**Exercise inputs**
⟨
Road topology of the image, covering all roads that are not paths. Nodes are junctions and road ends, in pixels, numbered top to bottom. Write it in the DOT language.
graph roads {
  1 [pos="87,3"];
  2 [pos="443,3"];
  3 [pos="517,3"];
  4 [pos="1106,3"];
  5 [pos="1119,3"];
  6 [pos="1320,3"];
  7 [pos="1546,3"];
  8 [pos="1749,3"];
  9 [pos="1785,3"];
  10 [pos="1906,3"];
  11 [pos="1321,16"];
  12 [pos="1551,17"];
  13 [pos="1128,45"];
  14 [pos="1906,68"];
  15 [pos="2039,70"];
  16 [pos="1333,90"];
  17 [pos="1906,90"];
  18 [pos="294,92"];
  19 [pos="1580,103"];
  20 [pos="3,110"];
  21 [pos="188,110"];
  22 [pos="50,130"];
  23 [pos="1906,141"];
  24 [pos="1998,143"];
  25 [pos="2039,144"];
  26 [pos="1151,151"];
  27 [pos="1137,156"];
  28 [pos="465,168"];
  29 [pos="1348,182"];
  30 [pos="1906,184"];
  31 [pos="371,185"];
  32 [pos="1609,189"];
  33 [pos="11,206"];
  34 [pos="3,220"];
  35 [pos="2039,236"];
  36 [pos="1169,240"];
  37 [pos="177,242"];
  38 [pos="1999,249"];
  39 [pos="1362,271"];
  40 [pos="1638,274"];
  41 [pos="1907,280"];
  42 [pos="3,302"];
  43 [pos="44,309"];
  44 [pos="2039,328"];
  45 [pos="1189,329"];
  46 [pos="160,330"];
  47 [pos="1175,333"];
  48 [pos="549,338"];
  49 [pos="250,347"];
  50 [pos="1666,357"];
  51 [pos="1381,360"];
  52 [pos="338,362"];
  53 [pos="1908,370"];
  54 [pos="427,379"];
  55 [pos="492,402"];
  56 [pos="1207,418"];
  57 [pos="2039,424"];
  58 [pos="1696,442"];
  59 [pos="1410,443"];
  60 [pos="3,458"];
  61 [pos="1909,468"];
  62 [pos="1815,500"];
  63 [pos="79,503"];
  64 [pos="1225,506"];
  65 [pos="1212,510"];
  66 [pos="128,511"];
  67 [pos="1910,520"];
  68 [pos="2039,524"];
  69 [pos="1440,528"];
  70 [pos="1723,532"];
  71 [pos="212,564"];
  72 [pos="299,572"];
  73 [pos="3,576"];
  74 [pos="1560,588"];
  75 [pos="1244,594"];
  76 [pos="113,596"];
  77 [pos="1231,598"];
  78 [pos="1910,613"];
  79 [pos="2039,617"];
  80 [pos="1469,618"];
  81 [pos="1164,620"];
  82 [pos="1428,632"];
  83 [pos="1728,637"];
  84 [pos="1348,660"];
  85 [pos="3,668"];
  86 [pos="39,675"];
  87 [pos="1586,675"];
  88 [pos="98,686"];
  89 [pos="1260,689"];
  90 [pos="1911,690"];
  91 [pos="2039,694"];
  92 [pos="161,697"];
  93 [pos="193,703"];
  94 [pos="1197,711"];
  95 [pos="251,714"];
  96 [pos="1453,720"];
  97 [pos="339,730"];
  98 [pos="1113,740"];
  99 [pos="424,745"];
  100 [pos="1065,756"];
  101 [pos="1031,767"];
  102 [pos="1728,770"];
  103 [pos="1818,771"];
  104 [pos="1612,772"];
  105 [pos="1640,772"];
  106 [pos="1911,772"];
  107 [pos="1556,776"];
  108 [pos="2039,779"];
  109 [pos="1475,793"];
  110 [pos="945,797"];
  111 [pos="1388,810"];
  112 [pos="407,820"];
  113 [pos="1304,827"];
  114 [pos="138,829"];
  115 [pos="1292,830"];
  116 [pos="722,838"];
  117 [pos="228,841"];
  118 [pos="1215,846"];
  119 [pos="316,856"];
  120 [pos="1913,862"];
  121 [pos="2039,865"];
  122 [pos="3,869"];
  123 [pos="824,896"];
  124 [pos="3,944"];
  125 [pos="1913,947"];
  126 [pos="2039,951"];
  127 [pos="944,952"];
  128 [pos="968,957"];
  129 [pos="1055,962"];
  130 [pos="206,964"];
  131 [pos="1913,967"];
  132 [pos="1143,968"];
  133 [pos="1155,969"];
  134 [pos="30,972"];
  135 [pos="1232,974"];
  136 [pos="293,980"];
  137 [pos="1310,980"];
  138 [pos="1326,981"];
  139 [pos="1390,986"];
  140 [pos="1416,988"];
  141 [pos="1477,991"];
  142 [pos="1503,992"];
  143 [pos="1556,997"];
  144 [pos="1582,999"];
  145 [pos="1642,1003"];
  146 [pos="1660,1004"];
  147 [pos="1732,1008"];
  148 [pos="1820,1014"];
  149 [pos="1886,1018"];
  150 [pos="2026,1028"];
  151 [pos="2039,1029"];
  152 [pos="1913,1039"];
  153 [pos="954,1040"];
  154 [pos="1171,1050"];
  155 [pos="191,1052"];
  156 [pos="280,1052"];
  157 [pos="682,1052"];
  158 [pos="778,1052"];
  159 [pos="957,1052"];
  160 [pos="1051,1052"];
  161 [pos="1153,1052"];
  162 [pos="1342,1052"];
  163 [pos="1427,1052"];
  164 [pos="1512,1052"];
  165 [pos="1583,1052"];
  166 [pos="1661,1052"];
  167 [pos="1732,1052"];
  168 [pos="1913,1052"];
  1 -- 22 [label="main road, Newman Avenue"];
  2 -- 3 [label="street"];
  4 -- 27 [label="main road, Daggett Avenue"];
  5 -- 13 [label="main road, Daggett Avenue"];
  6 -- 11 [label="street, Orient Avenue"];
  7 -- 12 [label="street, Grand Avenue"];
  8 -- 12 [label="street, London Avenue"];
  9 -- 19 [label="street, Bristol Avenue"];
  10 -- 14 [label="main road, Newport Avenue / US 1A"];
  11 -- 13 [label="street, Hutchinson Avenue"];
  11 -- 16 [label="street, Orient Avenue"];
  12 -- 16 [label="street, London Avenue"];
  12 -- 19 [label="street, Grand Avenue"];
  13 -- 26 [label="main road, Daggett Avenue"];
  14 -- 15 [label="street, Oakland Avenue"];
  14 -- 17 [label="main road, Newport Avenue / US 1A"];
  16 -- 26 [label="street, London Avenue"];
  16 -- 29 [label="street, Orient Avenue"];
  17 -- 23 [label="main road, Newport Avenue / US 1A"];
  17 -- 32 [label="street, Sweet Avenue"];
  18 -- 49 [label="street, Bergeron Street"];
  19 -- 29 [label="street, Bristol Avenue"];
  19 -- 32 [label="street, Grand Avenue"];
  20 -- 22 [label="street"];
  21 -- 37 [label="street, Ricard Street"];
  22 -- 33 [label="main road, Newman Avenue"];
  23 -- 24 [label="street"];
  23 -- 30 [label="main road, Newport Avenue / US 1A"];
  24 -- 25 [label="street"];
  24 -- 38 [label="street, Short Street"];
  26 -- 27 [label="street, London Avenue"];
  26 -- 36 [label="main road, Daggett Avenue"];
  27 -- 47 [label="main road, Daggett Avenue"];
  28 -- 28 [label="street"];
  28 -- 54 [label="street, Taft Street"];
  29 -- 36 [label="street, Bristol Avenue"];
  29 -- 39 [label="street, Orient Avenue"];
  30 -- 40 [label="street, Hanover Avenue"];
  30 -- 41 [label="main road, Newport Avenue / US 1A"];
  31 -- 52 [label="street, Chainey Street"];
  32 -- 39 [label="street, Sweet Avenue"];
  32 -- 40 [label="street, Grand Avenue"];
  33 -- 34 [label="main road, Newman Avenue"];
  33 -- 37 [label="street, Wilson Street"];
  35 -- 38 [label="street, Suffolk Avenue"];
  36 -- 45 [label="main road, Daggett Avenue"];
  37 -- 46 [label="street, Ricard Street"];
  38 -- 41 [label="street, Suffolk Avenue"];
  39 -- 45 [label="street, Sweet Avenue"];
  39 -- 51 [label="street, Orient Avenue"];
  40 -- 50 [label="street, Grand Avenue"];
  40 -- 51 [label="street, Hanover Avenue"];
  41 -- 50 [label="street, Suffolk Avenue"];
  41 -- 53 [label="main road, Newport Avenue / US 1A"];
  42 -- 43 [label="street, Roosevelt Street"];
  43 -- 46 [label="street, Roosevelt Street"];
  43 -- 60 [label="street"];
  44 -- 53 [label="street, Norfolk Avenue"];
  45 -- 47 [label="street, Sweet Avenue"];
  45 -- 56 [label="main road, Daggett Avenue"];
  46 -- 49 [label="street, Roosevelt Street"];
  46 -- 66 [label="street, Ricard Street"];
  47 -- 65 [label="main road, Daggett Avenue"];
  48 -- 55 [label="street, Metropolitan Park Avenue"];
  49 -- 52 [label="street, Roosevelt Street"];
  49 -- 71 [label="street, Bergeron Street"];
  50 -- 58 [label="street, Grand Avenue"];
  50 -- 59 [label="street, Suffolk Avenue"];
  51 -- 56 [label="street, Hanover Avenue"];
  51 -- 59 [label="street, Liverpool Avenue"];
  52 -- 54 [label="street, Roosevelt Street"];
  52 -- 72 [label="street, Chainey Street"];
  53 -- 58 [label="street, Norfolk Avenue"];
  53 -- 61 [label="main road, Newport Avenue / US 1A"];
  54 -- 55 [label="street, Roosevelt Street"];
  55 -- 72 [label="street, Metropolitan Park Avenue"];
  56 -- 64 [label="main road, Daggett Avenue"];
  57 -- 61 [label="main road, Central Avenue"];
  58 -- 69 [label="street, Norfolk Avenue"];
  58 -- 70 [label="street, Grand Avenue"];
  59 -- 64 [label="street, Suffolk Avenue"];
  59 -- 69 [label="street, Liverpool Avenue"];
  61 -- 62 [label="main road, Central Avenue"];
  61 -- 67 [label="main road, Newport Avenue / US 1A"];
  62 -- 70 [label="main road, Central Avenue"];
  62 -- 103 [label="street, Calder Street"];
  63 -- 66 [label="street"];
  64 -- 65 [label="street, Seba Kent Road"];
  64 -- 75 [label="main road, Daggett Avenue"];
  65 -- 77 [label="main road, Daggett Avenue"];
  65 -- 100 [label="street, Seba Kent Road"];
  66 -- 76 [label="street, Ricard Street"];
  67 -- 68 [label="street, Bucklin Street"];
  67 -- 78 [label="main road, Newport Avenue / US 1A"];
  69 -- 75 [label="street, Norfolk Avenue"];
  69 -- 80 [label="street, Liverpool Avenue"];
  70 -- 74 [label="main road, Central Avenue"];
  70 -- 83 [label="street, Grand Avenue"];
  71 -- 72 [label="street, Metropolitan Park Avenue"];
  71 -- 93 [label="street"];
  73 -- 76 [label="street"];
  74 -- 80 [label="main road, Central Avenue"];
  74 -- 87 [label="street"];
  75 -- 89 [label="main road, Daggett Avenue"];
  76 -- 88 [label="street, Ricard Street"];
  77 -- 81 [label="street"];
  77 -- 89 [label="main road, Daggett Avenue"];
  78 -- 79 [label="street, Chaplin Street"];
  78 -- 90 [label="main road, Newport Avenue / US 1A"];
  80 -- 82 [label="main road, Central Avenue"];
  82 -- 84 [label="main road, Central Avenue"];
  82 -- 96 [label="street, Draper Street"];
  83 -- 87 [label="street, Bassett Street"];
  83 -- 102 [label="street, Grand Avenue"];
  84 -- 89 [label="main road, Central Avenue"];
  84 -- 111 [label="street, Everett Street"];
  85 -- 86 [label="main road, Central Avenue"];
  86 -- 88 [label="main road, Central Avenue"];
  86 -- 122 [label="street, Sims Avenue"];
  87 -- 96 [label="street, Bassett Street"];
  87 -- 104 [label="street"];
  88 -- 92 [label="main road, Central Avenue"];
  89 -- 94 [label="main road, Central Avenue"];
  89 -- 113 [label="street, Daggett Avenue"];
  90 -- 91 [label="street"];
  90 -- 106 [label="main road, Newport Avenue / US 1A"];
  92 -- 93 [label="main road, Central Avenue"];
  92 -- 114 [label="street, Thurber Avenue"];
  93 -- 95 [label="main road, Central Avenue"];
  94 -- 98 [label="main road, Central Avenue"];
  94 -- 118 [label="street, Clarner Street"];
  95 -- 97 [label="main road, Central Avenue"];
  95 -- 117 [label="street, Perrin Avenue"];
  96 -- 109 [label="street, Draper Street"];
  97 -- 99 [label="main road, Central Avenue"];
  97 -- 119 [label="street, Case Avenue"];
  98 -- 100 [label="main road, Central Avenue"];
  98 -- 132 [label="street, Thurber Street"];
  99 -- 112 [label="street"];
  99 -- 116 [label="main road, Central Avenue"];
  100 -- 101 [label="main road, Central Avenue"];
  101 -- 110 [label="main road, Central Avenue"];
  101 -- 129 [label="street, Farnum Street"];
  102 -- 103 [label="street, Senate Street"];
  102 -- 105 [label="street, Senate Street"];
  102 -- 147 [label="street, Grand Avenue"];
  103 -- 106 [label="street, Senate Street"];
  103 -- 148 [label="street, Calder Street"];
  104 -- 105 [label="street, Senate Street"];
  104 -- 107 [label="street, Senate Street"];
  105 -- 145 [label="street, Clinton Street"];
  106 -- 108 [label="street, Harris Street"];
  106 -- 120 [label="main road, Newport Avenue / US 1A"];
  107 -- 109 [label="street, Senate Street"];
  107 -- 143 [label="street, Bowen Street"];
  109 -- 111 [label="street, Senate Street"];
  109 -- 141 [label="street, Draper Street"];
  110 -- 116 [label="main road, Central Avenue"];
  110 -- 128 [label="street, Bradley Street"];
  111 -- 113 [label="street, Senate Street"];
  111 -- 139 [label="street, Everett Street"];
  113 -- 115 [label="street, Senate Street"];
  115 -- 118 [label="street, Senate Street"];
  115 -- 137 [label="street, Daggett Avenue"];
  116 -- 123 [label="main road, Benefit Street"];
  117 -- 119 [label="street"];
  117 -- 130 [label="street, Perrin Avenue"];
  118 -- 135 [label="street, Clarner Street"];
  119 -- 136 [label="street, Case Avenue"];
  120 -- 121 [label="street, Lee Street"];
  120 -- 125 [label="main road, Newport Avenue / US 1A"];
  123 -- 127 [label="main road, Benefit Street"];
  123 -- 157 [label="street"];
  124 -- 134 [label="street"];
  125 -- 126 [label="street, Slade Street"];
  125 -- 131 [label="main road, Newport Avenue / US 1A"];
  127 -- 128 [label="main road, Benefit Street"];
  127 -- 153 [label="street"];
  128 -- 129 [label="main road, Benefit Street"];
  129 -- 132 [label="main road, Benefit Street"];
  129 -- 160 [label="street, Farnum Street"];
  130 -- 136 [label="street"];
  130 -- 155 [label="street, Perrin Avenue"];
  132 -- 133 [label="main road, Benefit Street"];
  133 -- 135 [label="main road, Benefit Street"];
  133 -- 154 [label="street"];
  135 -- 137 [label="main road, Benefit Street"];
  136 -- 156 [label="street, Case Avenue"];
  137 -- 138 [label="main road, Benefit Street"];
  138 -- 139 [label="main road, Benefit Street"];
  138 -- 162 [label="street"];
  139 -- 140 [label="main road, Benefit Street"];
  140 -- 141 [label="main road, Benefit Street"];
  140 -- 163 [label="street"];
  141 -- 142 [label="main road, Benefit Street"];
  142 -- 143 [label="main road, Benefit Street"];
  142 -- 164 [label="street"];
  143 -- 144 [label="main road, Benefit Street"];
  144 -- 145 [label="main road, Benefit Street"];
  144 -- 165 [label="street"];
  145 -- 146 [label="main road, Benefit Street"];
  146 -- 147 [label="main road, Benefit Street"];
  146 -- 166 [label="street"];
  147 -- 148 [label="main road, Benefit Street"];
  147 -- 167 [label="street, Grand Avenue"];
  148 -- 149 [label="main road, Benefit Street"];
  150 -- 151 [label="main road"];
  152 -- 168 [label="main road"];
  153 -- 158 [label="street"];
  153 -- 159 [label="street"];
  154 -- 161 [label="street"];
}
⟩
**Work instructions**
Copy only the lines in the listing that contain "Seba".

**Reply to the exercise**
  64 -- 65 [label="street, Seba Kent Road"];
  65 -- 100 [label="street, Seba Kent Road"];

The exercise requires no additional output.